The Pulitzer Prize-winning authors, whose latest book is Van Gogh: The Life, explain why it was worth a decade of their lives to put together the artist’s biography.
Authors Steven Naifeh and Gregory White SmithOriginally aired on November 18, 2011
Tavis: Steven Naifeh and Gregory White Smith are Pulitzer Prize-winning authors whose previous books include a biography of Jackson Pollock that inspired the Oscar-winning film starring Ed Harris.
Their latest is easily one of the most talked about books of the year, a new biography of Vincent Van Gogh. It’s titled “Van Gogh: The Life.” Steven and Greg, congratulations first, and good to have you here.
Steven Naifeh: Thank you.
Gregory White Smith: Thank you very much.
Tavis: I think the whole country saw that “60 Minutes” piece and they don’t often give people two segments on “60 Minutes,” but thought a lot of this work. So we’re delighted to have you on PBS tonight.

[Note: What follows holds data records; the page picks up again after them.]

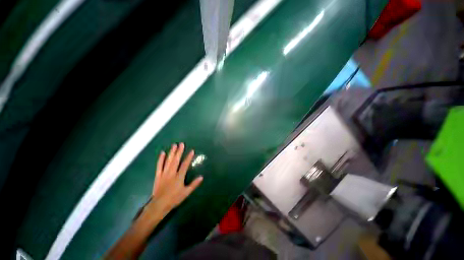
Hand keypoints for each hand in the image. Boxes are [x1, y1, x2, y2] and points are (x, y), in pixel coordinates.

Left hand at [151, 143, 202, 211]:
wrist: (159, 205)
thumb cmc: (174, 199)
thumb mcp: (186, 192)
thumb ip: (194, 184)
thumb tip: (201, 177)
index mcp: (179, 177)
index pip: (185, 165)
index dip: (188, 157)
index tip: (191, 151)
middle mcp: (171, 173)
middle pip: (176, 160)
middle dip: (179, 151)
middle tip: (181, 144)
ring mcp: (164, 173)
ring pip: (168, 161)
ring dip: (171, 152)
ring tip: (174, 145)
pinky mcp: (158, 175)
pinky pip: (159, 166)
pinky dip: (160, 159)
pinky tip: (162, 153)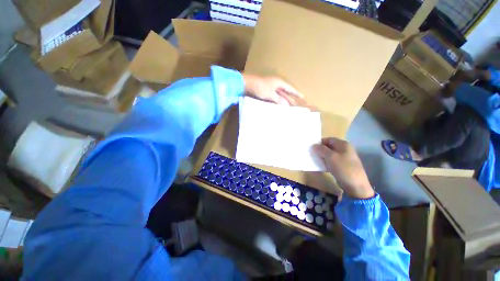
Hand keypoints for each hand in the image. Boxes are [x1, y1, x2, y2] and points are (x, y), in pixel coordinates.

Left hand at [242, 74, 303, 105]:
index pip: (290, 88)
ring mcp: (270, 88)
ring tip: (288, 107)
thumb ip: (278, 99)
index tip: (302, 97)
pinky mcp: (265, 92)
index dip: (296, 93)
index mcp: (279, 82)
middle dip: (290, 98)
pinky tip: (278, 105)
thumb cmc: (260, 87)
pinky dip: (276, 101)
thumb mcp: (270, 94)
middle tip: (295, 105)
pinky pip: (274, 97)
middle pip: (285, 92)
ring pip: (279, 95)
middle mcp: (276, 84)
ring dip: (283, 101)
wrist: (247, 84)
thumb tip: (286, 105)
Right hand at [313, 138, 374, 198]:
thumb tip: (313, 145)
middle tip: (311, 154)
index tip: (311, 148)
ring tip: (314, 160)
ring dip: (322, 157)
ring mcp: (344, 158)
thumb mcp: (330, 157)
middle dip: (320, 150)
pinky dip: (325, 162)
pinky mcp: (342, 166)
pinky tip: (320, 166)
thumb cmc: (343, 168)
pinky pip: (331, 161)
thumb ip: (321, 149)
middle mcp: (344, 149)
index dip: (319, 143)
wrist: (356, 186)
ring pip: (329, 154)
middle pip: (329, 147)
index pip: (328, 139)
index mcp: (343, 144)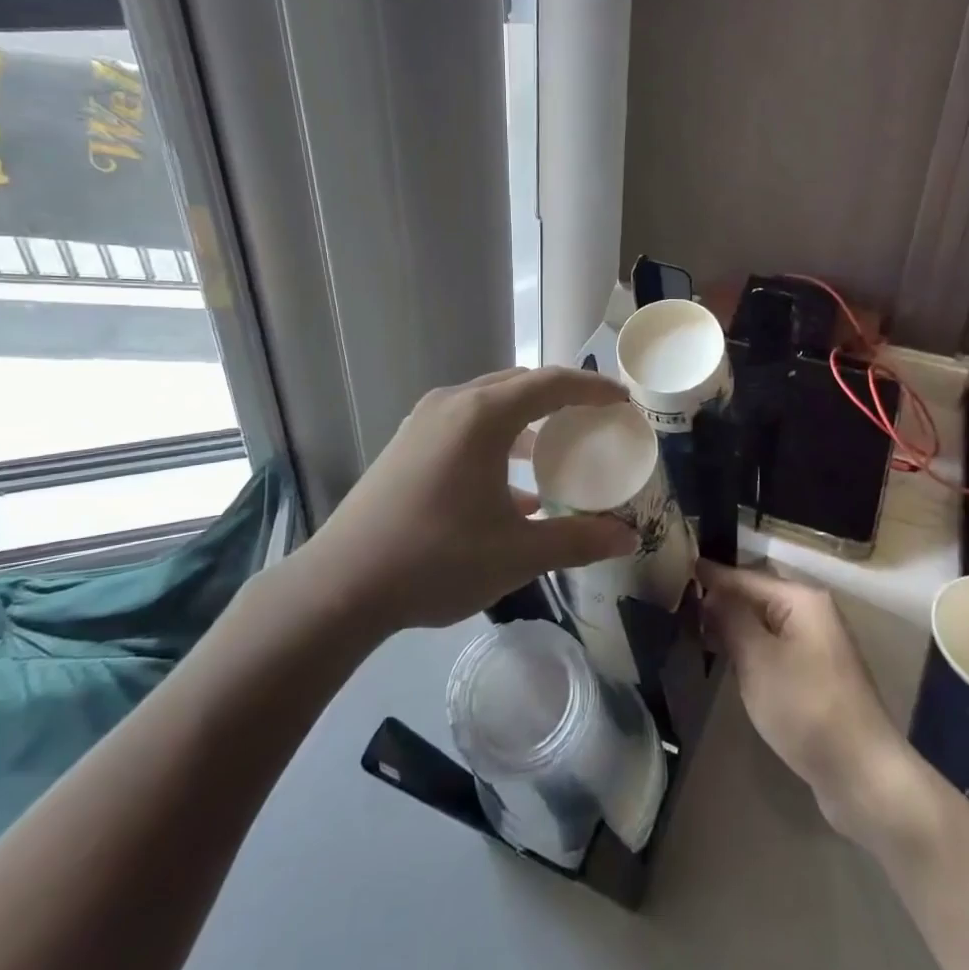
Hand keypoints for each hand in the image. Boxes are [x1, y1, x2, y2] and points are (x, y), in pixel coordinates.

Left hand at [287, 367, 636, 634]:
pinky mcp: (406, 443)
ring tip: (553, 449)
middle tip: (593, 419)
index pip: (552, 383)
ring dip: (526, 418)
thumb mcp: (518, 553)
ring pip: (489, 402)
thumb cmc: (437, 559)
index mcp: (483, 416)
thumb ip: (578, 540)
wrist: (341, 586)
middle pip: (519, 384)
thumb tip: (628, 537)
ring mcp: (423, 421)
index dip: (593, 388)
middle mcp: (453, 404)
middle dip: (561, 397)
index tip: (623, 400)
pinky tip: (509, 487)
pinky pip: (464, 423)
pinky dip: (496, 438)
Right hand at [699, 560, 943, 849]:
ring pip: (764, 623)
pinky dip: (749, 649)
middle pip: (756, 596)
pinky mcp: (816, 675)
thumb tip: (710, 591)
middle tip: (678, 606)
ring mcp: (817, 645)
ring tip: (693, 631)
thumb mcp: (758, 659)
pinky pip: (774, 648)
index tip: (674, 570)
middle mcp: (812, 613)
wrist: (861, 774)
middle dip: (720, 601)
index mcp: (801, 599)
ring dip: (733, 627)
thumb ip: (730, 618)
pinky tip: (727, 661)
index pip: (745, 576)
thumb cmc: (806, 707)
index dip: (710, 576)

Let me start by asking what it is about Van Gogh that makes it worth giving ten years of your life to do. I mean, we all make decisions and choices every single day on what to decide and maybe you didn’t know it was gonna be a decade when you started, but you gave a decade of your lives to write this. Why was it worth? Why do that?
Smith: Well, we didn’t know exactly what we were getting into when we started, but I think it was the realization that Van Gogh really was a unique cultural figure. You cannot name another artist that is so loved and whose works are so widely known. Thousands go to his grave every year. So this is a level of appreciation that goes way beyond any other artist.
Naifeh: It almost has a religious feeling because half a million people a year go visit his grave and they write little notes. Every day, they have to come clean away the things that have been left at the grave, little notes people have written, painters will bring their paint brushes and put them on the grave, Jewish visitors will put rocks on the headstone, Russians will pour vodka.
Most astonishingly, Japanese visitors will bring the ashes of their ancestors and pour them on the gravesite because they want them to live in eternity with the painter of “Starry Night.”
Tavis: I might be naive in asking this, but as compared to other artists, what draws that kind of following to one’s gravesite?
Smith: Well, that’s exactly the question that we wanted to answer and that’s why it took ten years. We wanted to try to get at what is it about this art and about this artist that has become such an indelible part of the human imagination, that almost everybody knows his “Sunflowers” and knows his “Starry Night.” Why do those images speak to all of us all over the world so eloquently?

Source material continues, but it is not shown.